As we wrap up 2022, we can’t help but reflect on everything we’ve accomplished and the challenges along the way. We implemented successful programs, identified new threats, addressed staff changes, completed special projects, and upgraded new safety measures.
Our K-12 Education programs exceeded any of our previous educational programming. We reached 10 schools, 40 teachers, and 900 students with a total of 140 hours of outreach.
The district lab completed major safety updates which allowed us to operate for the first time at a biological safety level two.
Our inaugural Invasive Species Cost-Share Reimbursement Program provided assistance for 232 landowners to manage invasive species on more than 7,340 acres throughout Teton County.
In previous years we ran 1-2 insecticide resistance tests using local mosquito pools. In the summer of 2022 we performed 22 tests which allowed us to detect direct evidence of insecticide resistance for the first time.
Our EDRR (Early Detection Rapid Response) staff diligently checked the locations of priority weeds. This summer over 48% of the mapped locations did not have any high priority invasive plants present. Our efforts allowed us to remove almost 10% of historic EDRR points.
One of our unique projects is our efforts to use trained dogs to sniff out specific invasive weeds to help us locate and eradicate priority species that threaten our waterways. For the third year, Working Dogs for Conservation aided our invasive plant crews on the Snake River. With their help, we discovered 16 new perennial pepperweed locations. Plus, our teams and crews were accompanied by a children’s book author who intends to feature these efforts in a book for 8 to 11 year-olds. This is a great way to educate the public outside of our typical programming efforts.
In October, surface and groundwater testing was conducted in four locations in Teton County. Although final results are still pending, initial data did not indicate any herbicide contamination or runoff. These findings are especially important because here at the district we prioritize environmental stewardship and responsibility.
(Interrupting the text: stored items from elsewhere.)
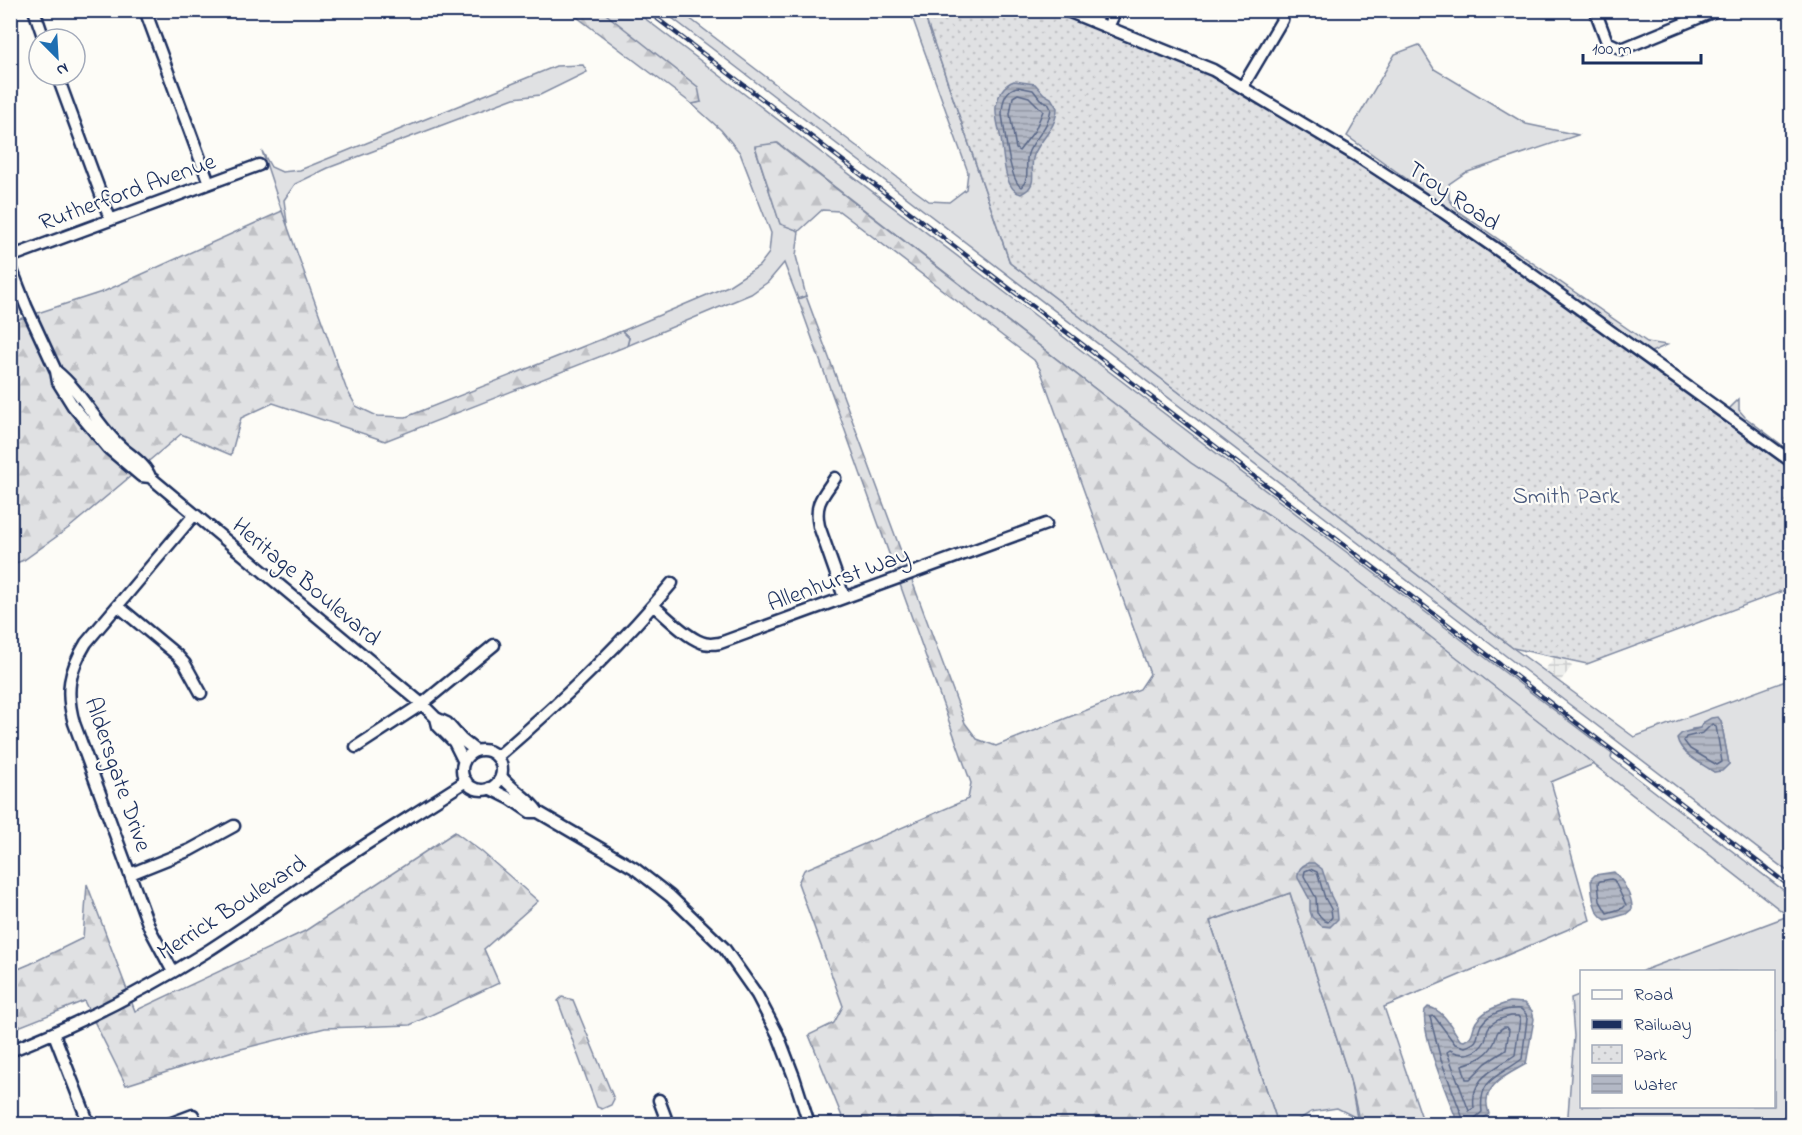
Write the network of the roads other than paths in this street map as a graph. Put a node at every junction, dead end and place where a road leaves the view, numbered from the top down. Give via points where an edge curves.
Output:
1 (34, 10) edge
2 (145, 10) edge
3 (1065, 10) edge
4 (1116, 10) edge
5 (1284, 10) edge
6 (1595, 10) edge
7 (1718, 10) edge
8 (40, 27) edge
9 (1108, 27) junction
10 (1243, 86) junction
11 (61, 87) edge
12 (259, 165) dead end
13 (208, 183) junction
14 (110, 219) junction
15 (10, 257) edge
16 (10, 265) edge
17 (1791, 462) edge
18 (836, 478) dead end
19 (194, 515) junction
20 (1046, 524) dead end
21 (672, 583) dead end
22 (844, 597) junction
23 (118, 606) junction
24 (654, 606) junction
25 (494, 645) dead end
26 (201, 693) dead end
27 (422, 704) junction
28 (435, 717) junction
29 (356, 747) dead end
30 (476, 751) junction
31 (497, 757) junction
32 (464, 762) junction
33 (501, 776) junction
34 (466, 781) junction
35 (489, 788) junction
36 (538, 812) junction
37 (234, 826) dead end
38 (130, 874) junction
39 (173, 972) junction
40 (54, 1034) junction
41 (10, 1051) edge
42 (659, 1100) dead end
43 (195, 1120) edge
44 (806, 1124) edge
45 (89, 1125) edge
46 (168, 1125) edge
47 (668, 1125) edge

1 - 8 street
2 - 13 street
3 - 9 street, Troy Road
4 - 9 street
5 - 10 street
6 - 7 street via 1607,42 1622,49
9 - 10 street, Troy Road via 1194,61
10 - 17 street, Troy Road via 1443,212
11 - 14 street
12 - 13 street, Rutherford Avenue
13 - 14 street, Rutherford Avenue
14 - 15 street, Rutherford Avenue
16 - 19 street, Heritage Boulevard via 56,372 68,381 117,443
18 - 22 street via 820,498 816,514
19 - 23 street, Aldersgate Drive
19 - 27 street, Heritage Boulevard
20 - 22 street, Allenhurst Way
21 - 24 street
22 - 24 street, Allenhurst Way via 709,644 691,637
23 - 26 street via 177,655
23 - 38 street, Aldersgate Drive via 77,658 69,700
24 - 31 street via 607,657
25 - 27 street
27 - 28 street, Heritage Boulevard
27 - 29 street
28 - 30 street, Heritage Boulevard via 447,723
28 - 32 street, Heritage Boulevard
30 - 31 street via 485,750
30 - 32 street
31 - 33 street
32 - 34 street via 462,772
33 - 35 street
33 - 36 street
34 - 35 street via 476,789
34 - 39 street, Merrick Boulevard
35 - 36 street via 530,812
36 - 44 street via 634,868 724,948 757,995 778,1035
37 - 38 street via 190,850
38 - 39 street, Aldersgate Drive via 150,929
39 - 40 street, Merrick Boulevard
40 - 41 street, Merrick Boulevard
40 - 45 street
42 - 47 street
43 - 46 street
Although we wish to contain invasive species, we will not do so at the expense of any water, land, and wildlife that we hold dear.
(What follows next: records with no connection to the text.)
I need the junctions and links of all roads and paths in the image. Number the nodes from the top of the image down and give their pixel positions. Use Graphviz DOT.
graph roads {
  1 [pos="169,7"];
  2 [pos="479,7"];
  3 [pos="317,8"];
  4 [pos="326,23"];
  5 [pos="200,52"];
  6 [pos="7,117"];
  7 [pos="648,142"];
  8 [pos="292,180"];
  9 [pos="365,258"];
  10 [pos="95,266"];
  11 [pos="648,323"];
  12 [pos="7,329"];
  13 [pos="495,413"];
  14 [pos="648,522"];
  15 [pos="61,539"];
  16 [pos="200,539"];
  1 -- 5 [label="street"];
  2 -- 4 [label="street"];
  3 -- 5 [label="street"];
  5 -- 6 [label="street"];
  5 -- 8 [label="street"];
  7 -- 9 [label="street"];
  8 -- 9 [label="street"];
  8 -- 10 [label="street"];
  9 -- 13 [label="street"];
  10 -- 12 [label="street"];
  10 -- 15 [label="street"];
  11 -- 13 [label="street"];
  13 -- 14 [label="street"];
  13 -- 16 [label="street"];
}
The cooler spring delayed some plant growth which helped our invasive plant program and short-staffed crew to reach most priority locations with appropriate timing.
Our mosquito team conducted rigorous West Nile Virus testing and detected WNV near the town of Jackson. With this information, our team was able to focus our efforts on mosquito abatement practices in specific areas where WNV was more prevalent. Since public health and safety is the backbone of our mosquito program, we consider our focused efforts to be successful and efficient.
As always, every season at the district presents new and distinct challenges. This year we were able to identify, address, and overcome new weeds, pests, safety issues, threats, and setbacks.
Our cold, late spring brought late-season nuisance mosquitoes that were bothersome county-wide. Nevertheless, our mosquito and disease surveillance program efforts were executed with efficiency and excellent teamwork.
Our late season insecticide resistance tests revealed that we need to research and test for resistance in upcoming seasons. Although insecticide resistance is troubling, our knowledge that this issue exists gives us a headstart to address and combat this issue.
For the first time in over ten years, our staff discovered a new location of common teasel—an invasive plant that crowds out native plants around it.
Despite the fact that one of our spray trucks was involved in an accident with a dump truck on Highway 89, our crew was uninjured. In addition, we had two other vehicle incidents with our UTV’s. One UTV rolled and one was pinned against a tree. Again, none of our staff was injured.
After two full-time personnel moved on since the first of the year, we will assess our programmatic needs this fall.
….and that’s a wrap! We had a great 2022 season and can’t wait for the successes and challenges that next year brings.